Старец поднял на него изумленный взгляд.
– Я здесь во исполнение того условия, которое было заключено между нами десять лет тому назад, – продолжал Захарьев-Овинов. – Ведь каждый из нас должен был сюда возвратиться в годовщину прежних наших собраний, если почувствует и убедится в том, что достиг того блага, которого нам недоставало, то есть счастья. Отец, ты видел здесь кого-нибудь из нас за это время?
Старик покачал головою.
– Никого, сын мой. Вот уже десять лет, как ничья нога не переступила за порог замка.
– Я почти был уверен в этом, – сказал Захарьев-Овинов. – Но я здесь, и мог бы явиться даже гораздо раньше, если бы не назначил себе этого последнего срока. Отец, перемена, которую ты видишь во мне, мои морщины, все признаки лет – только свидетели того, что я живу, что я счастлив!
Старец недоверчиво покачал головою.
– Ты заблуждаешься, сын мой, – уверенно произнес он. – Здесь счастья нет, в этой материальной оболочке мы его не достигнем.
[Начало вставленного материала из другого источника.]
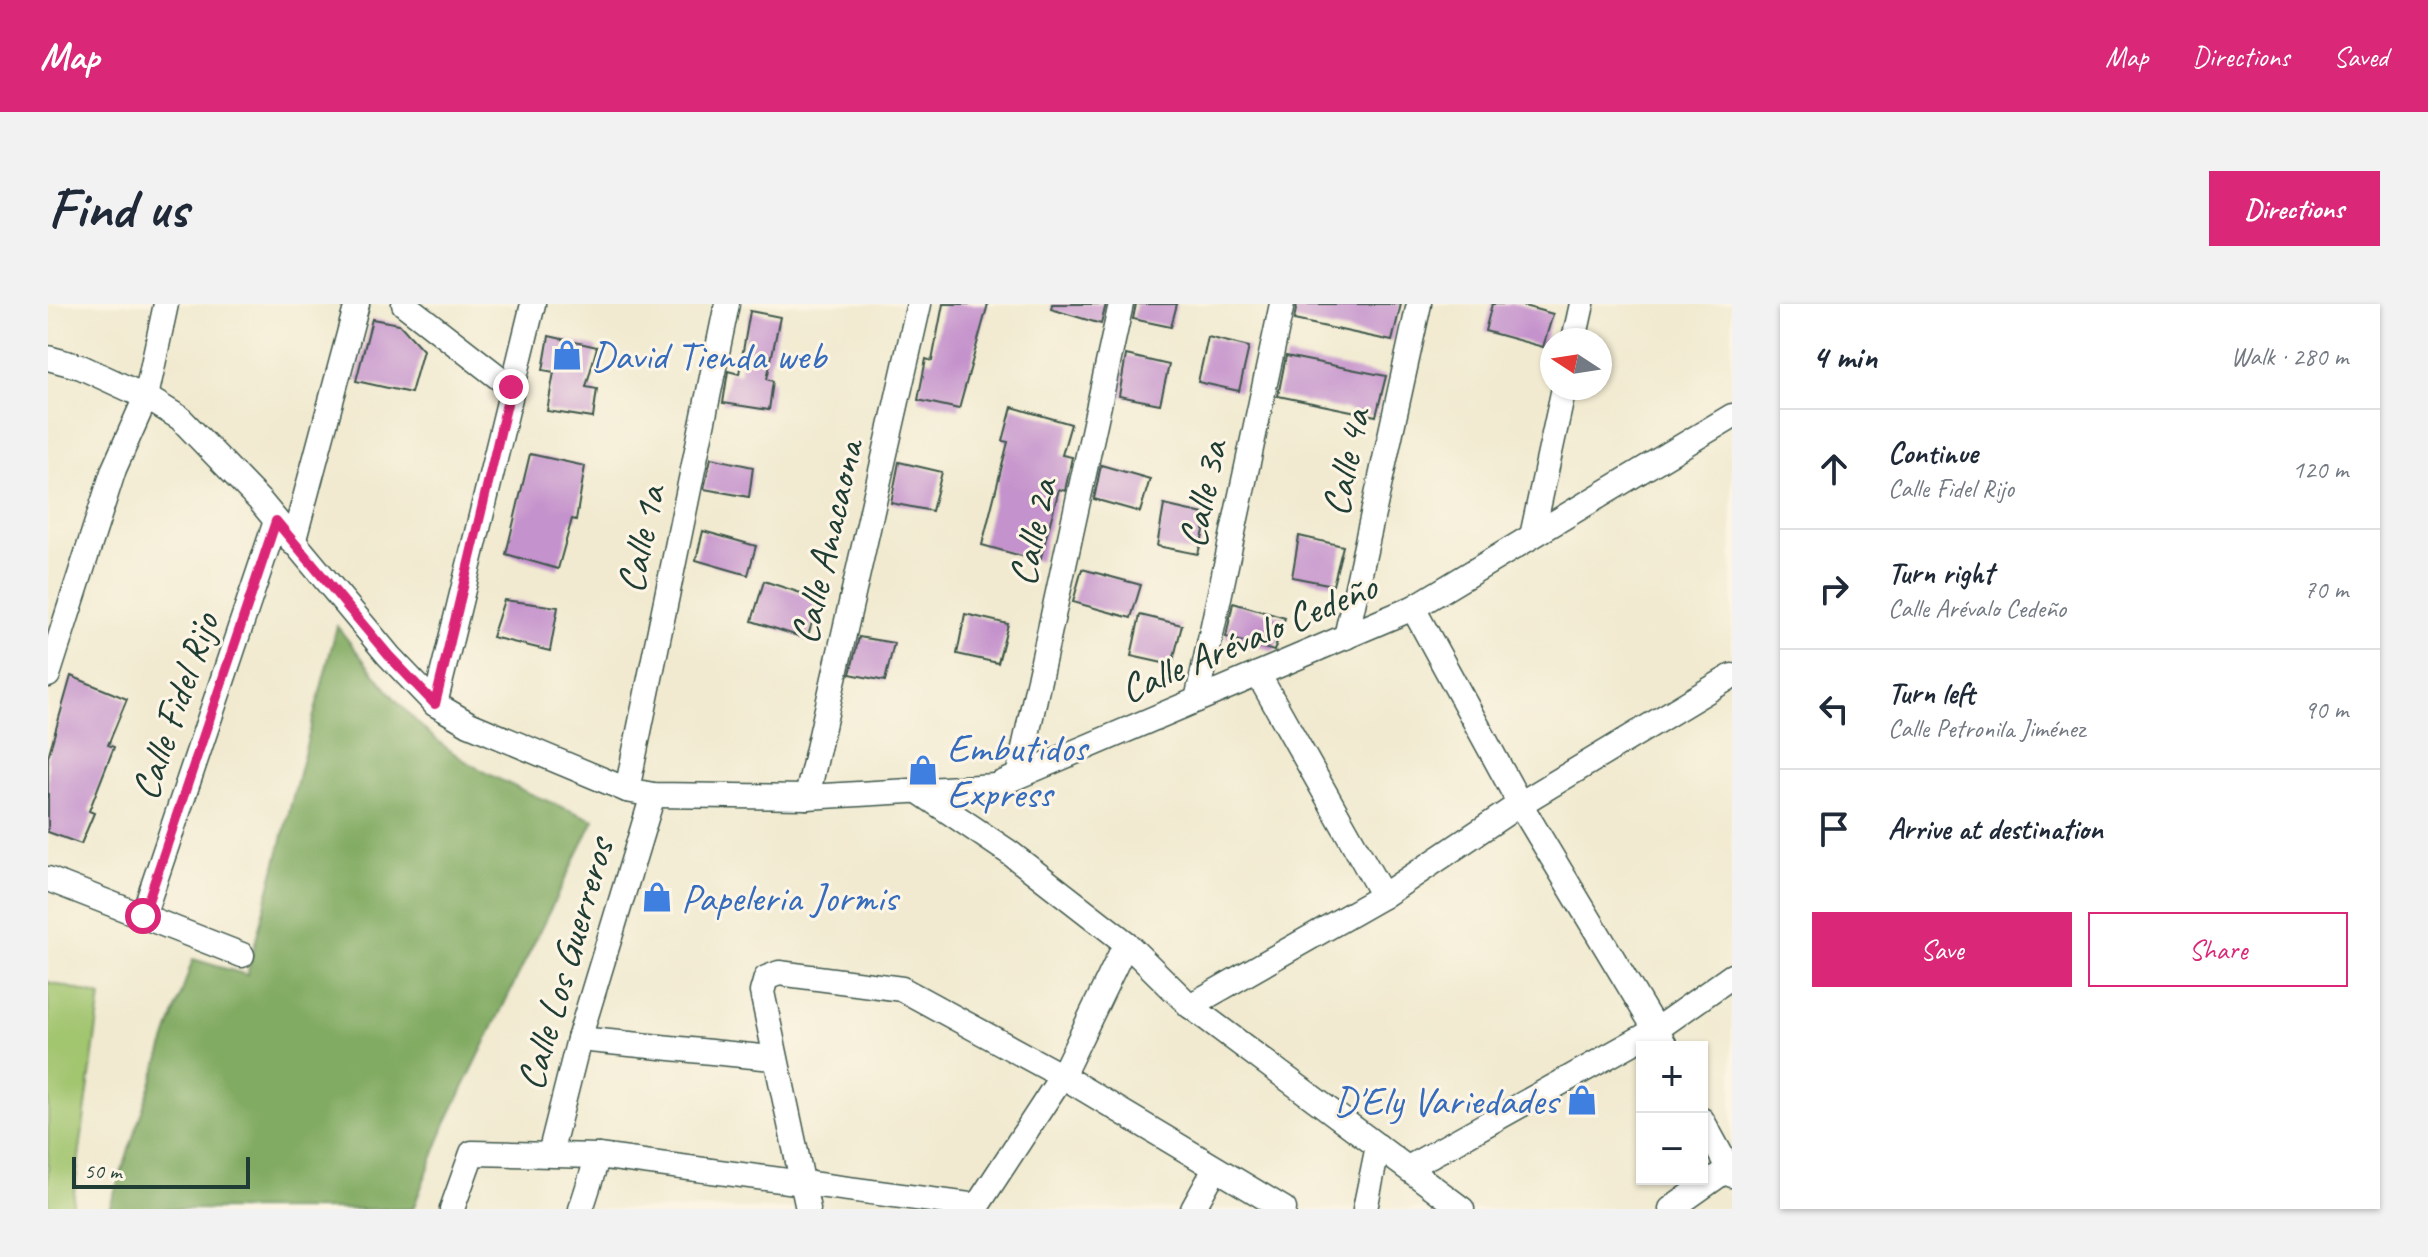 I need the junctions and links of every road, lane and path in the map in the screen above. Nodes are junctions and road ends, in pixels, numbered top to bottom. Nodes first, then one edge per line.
1 (166, 304) edge
2 (357, 304) edge
3 (404, 304) edge
4 (533, 304) edge
5 (727, 304) edge
6 (919, 304) edge
7 (1121, 304) edge
8 (1282, 304) edge
9 (1419, 304) edge
10 (1582, 304) edge
11 (1577, 328) edge
12 (48, 358) edge
13 (511, 387) junction
14 (146, 397) junction
15 (1561, 400) edge
16 (1732, 416) edge
17 (276, 521) junction
18 (1532, 536) junction
19 (293, 543) junction
20 (1413, 608) junction
21 (1346, 637) junction
22 (1258, 674) junction
23 (48, 675) edge
24 (1732, 676) edge
25 (1197, 700) junction
26 (435, 704) junction
27 (1018, 776) junction
28 (627, 790) junction
29 (918, 791) junction
30 (653, 795) junction
31 (807, 797) junction
32 (1520, 804) junction
33 (48, 879) edge
34 (1383, 896) junction
35 (143, 916) junction
36 (1126, 943) junction
37 (242, 955) dead end
38 (1732, 976) edge
39 (1190, 1006) junction
40 (1661, 1038) edge
41 (579, 1039) junction
42 (773, 1058) junction
43 (1062, 1076) junction
44 (1708, 1131) edge
45 (1378, 1146) junction
46 (550, 1154) junction
47 (598, 1156) junction
48 (1408, 1168) junction
49 (1215, 1169) junction
50 (1730, 1170) edge
51 (804, 1183) junction
52 (976, 1207) edge
53 (452, 1209) edge
54 (581, 1209) edge
55 (808, 1209) edge
56 (1193, 1209) edge
57 (1284, 1209) edge
58 (1365, 1209) edge
59 (1462, 1209) edge
60 (1671, 1209) edge

1 - 14 street
2 - 19 street
3 - 13 street
4 - 13 street
5 - 28 street, Calle 1a
6 - 31 street, Calle Anacaona
7 - 27 street, Calle 2a
8 - 25 street, Calle 3a
9 - 21 street, Calle 4a
10 - 11 street
12 - 14 street, Calle Arévalo Cedeño
13 - 26 street
14 - 17 street, Calle Arévalo Cedeño
14 - 23 street
15 - 18 street
16 - 18 street, Calle Arévalo Cedeño
17 - 19 street, Calle Arévalo Cedeño
17 - 35 street, Calle Fidel Rijo
18 - 20 street, Calle Arévalo Cedeño
19 - 26 street, Calle Arévalo Cedeño
20 - 21 street, Calle Arévalo Cedeño
20 - 32 street
21 - 22 street, Calle Arévalo Cedeño
22 - 25 street, Calle Arévalo Cedeño
22 - 34 street
24 - 32 street
25 - 27 street, Calle Arévalo Cedeño
26 - 28 street, Calle Arévalo Cedeño
27 - 29 street, Calle Arévalo Cedeño
28 - 30 street, Calle Arévalo Cedeño
29 - 31 street, Calle Arévalo Cedeño
29 - 36 street
30 - 31 street, Calle Arévalo Cedeño
30 - 41 street, Calle Los Guerreros
32 - 34 street
32 - 40 street
33 - 35 street
34 - 39 street
35 - 37 street
36 - 39 street
36 - 43 street
38 - 40 street
39 - 45 street
40 - 48 street
41 - 42 street
41 - 46 street, Calle Los Guerreros
42 - 43 street
42 - 51 street
43 - 49 street
43 - 52 street
44 - 50 street
45 - 48 street
45 - 58 street
46 - 47 street
46 - 53 street
47 - 51 street
47 - 54 street
48 - 59 street
49 - 56 street
49 - 57 street
50 - 60 street
51 - 52 street
51 - 55 street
– Абсолютного счастья, да, – ответил великий розенкрейцер, – и за эти десять лет у меня было немало горя, немало черных дней я пережил, и все же я счастлив, и все же, в сравнении с этими десятью последними годами моей жизни, вся предшествовавшая жизнь моя мне кажется страшной и душной тюрьмой. До тех пор, пока я жил одним только разумом и не понимал, что у меня есть сердце и что истинная жизнь исходит только из него, из его постоянного развития, – я задыхался. С того мига, как проснулось мое сердце и наполнилось любовью, я живу, я страдаю, я радуюсь, я могу смеяться, я могу плакать. Любовь и добро, которое неизбежно являются ее следствием, дают мне минуты таких наслаждений, такого тепла, такой благодати, что каждая из них искупает долгие дни страданий!..
Старец слушал его, сдвинув брови, слушал напряженно, собирая последние силы своего слабевшего разума, чтобы постигнуть все значение слов его. Слова эти казались ему только словами. А между тем ведь он знал, кто перед ним. Он знал, что этот человек, им же самим доведенный до вершины знаний, человек и теперь еще полный ими, не может же произносить слова без значения, не может так жестоко ошибаться… Если он считает себя счастливым, если он полон бодрости духа, доволен жизнью – значит, что-нибудь нашел он?..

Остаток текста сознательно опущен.